I would say even millions of years is not sufficient for this particular example of microevolution to produce even a new species; assuming you accept that as macroevolution. The reason being is that it is simply not the type of change that will accumulate into anything significant. That flock of sheep could continue for eternity to have the frequencies of alleles for white vs black wool fluctuate and they would remain sheep of the same species. It would require a different TYPE of change to produce something new.
Well technically he’s correct but most of the general public would understand “gene” but would require explanation for “allele”. I too have seen microevolution explained as a change in gene frequencies over time. Perhaps it’s best understood as an “economy” when talking to the general public.
BTW, while I understand the difference between gene and allele I am not a professional geneticist or biologist and I’m sure there are many things that would have to be explained to me in simplistic terms.
I see from your penultimate paragraph you read the links in Durstan’s article about how statistical significance and functional information could be assessed and I agree with your comment that this “has a ways to go”. I think this is only an early step and there is a lot to learn about what information is and how it is measured. Information theory really only began in 1948 with Claude Shannon and while that is a lifetime for most of us here it is really quite recently in terms of development of a scientific discipline. Even Shannon acknowledged that his measure of information had nothing to do with meaning, whereas functional information is very much to do with information.
Now regarding your stone arches. (I’ve only seen pictures but they look magnificent.) We need to distinguish between information about and information in something. It would take an enormous amount of information about the object to completely describe one of those arches. But is there “information in” the object? We might be able to derive some information about the geological processes that deposited the rock but that is not directly encoded in the rock. We might be able to derive some information about the erosion process that shaped it but again that is not encoded in the shape. On the other hand genetic information is clearly encoded IN the sequences of bases in functional DNA. There is a code and we can read a codon and match it to an amino acid.
Similarly we could produce information about a stretch of DNA which might truly be junk and not encode any biological information.
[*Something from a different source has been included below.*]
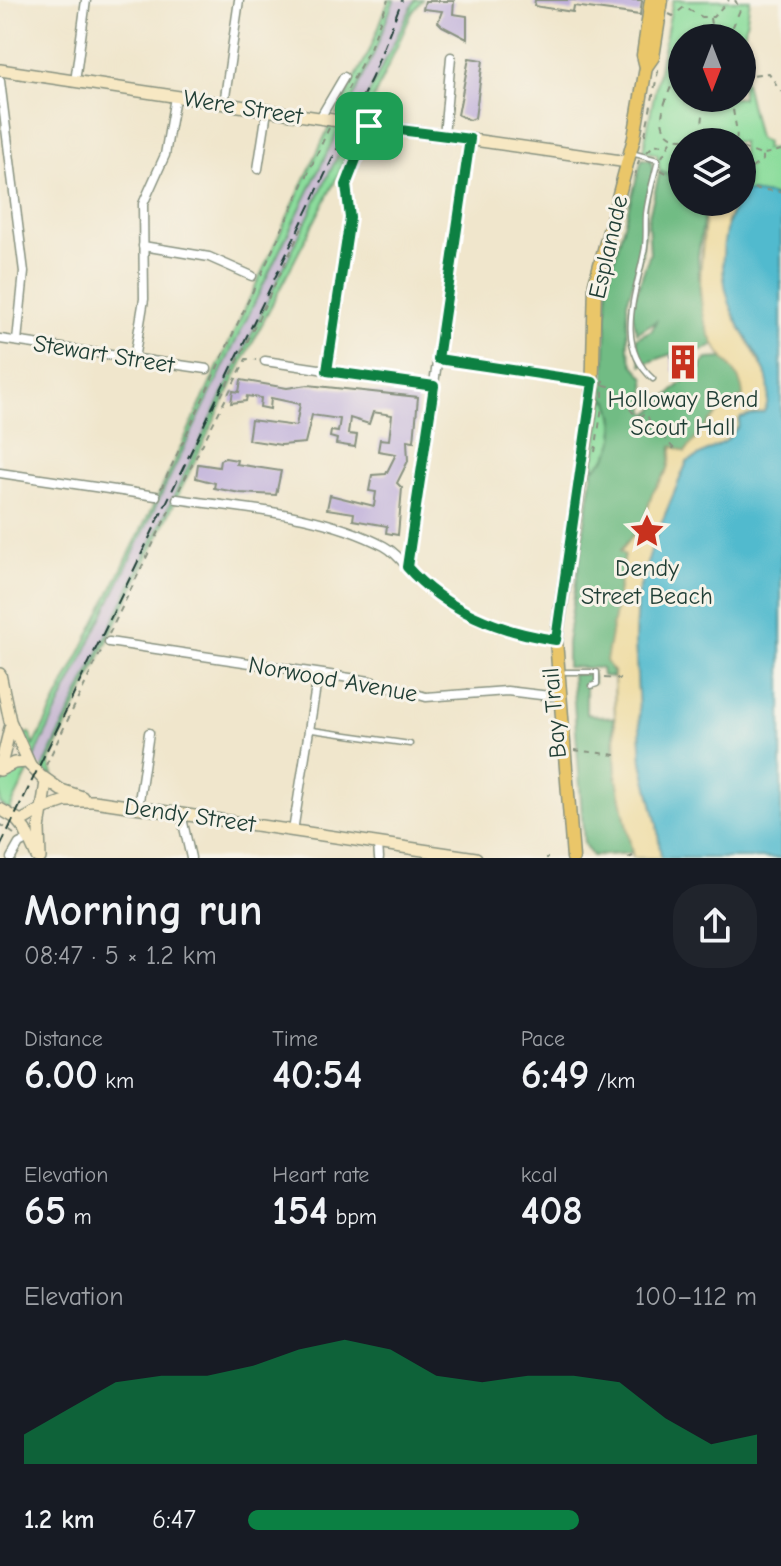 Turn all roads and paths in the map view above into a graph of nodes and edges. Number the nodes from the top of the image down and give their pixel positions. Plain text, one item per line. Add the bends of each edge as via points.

Even describing it by the CAGT base sequence is still only a shorthand notation and like the stone arch we could could produce an enormous amount of information describing the position and type of every atom in the sequence but still not increase the information it encodes.
Now in terms of Durston’s definitions I could see that a number of statistically insignificant changes could add up to produce a statistically [significant] one. However I dispute that this will inevitably happen. In my parable about the sheep I tried to show such a case. No matter how long the process is extended, even over millions of years, the minor changes in wool colour will not add up to macroevolutionary change.
But if we want to communicate with someone else the word has to mean the same thing for both parties or else communication fails.
Sometimes we use a word in one sense which is understood in another sense by the hearer, and so we are misunderstood.
Sometimes we can intentionally use a word in one sense knowing that it will be understood in another sense by the hearer, and so we intentionally mislead them.
That’s a good point. In Durston’s definition losing information (for limbs, hair, and other features) would count as microevolution. Gaining information (for limbs, hair, and other features) would count as macroevolution.
Sometimes an organism can lose functional information and gain a beneficial result. A bacteria might lose the functional information to produce a particular channel in the cell membrane but if this is used by an antibiotic this can make the bacteria resistant to that antibiotic.
However it can’t make progress by continually losing information. Eventually there is nothing left to lose and still survive. Hence I think Durston’s specifying a gain of information is appropriate.
Or would it? In the case of the sheep, the farmer only bred from one ram, narrowing the genetic diversity, and with neutral drift, one one expect change with time. You can look at breeds of sheep or pigs from 100 years ago, and the animals you see on farms now are seldom the same breeds as they once were. Of course, other selective characteristics have been bred for, but I suspect even without selective breeding,you would see changes. Those changes would be cosmetic for the most part at first, but could add up over time to form a sheep that would not and could not breed with its ancestors.
Perhaps I am misunderstanding your point, but it seems you are saying the system is static other than fleece color, when it never is.
I am concentrating on one particular allele/trait. By your comment introducing other factors it would seem that you agree that changes in fleece colour alone would not result in any macroevolutionary change, over any time period.
Generality is the point, Merv. A narrow definition with undefined exceptions is either defining the wrong entity, or needs to be broadened.
If you take a legal definition (your example), it tends to be based on “what a reasonable person would conceive as X or Y”, with a human judge deliberating on the rights and wrongs of a messy situation.
A definition in science is supposed to produce precision and clarity, supposedly matching something definite in the real, objective, world. And yet it ought to be flexible enough to negotiate changes in theory.
And so gravity has a simple definion related to the attraction of massive bodies. If it had been defined according to corpuscular theory, or Newton’s theory of pressure in a medium, or even as deformation of the space-time contiunnum, each would have excluded the others and we would not see that Newton and Einstein are explaining the same, easily comprehensible, phenomenon. As far as I know, anything we know about gravity is covered by the simple, but comprehensive, definition.
Even DNA which is currently useless has no guarantee that it was useless in the past or will continue to be useless indefinitely into the future. Novel proteins might occur after a frameshift mutation, or it might be swapped into the middle of another gene to create a new gene, or it might encode something which floats around without doing anything but maybe something else will happen in the future and interact with it. None of these are too improbable on the grand scale of how many cells are living in the world. There is not a hard and fast barrier between junk and not junk.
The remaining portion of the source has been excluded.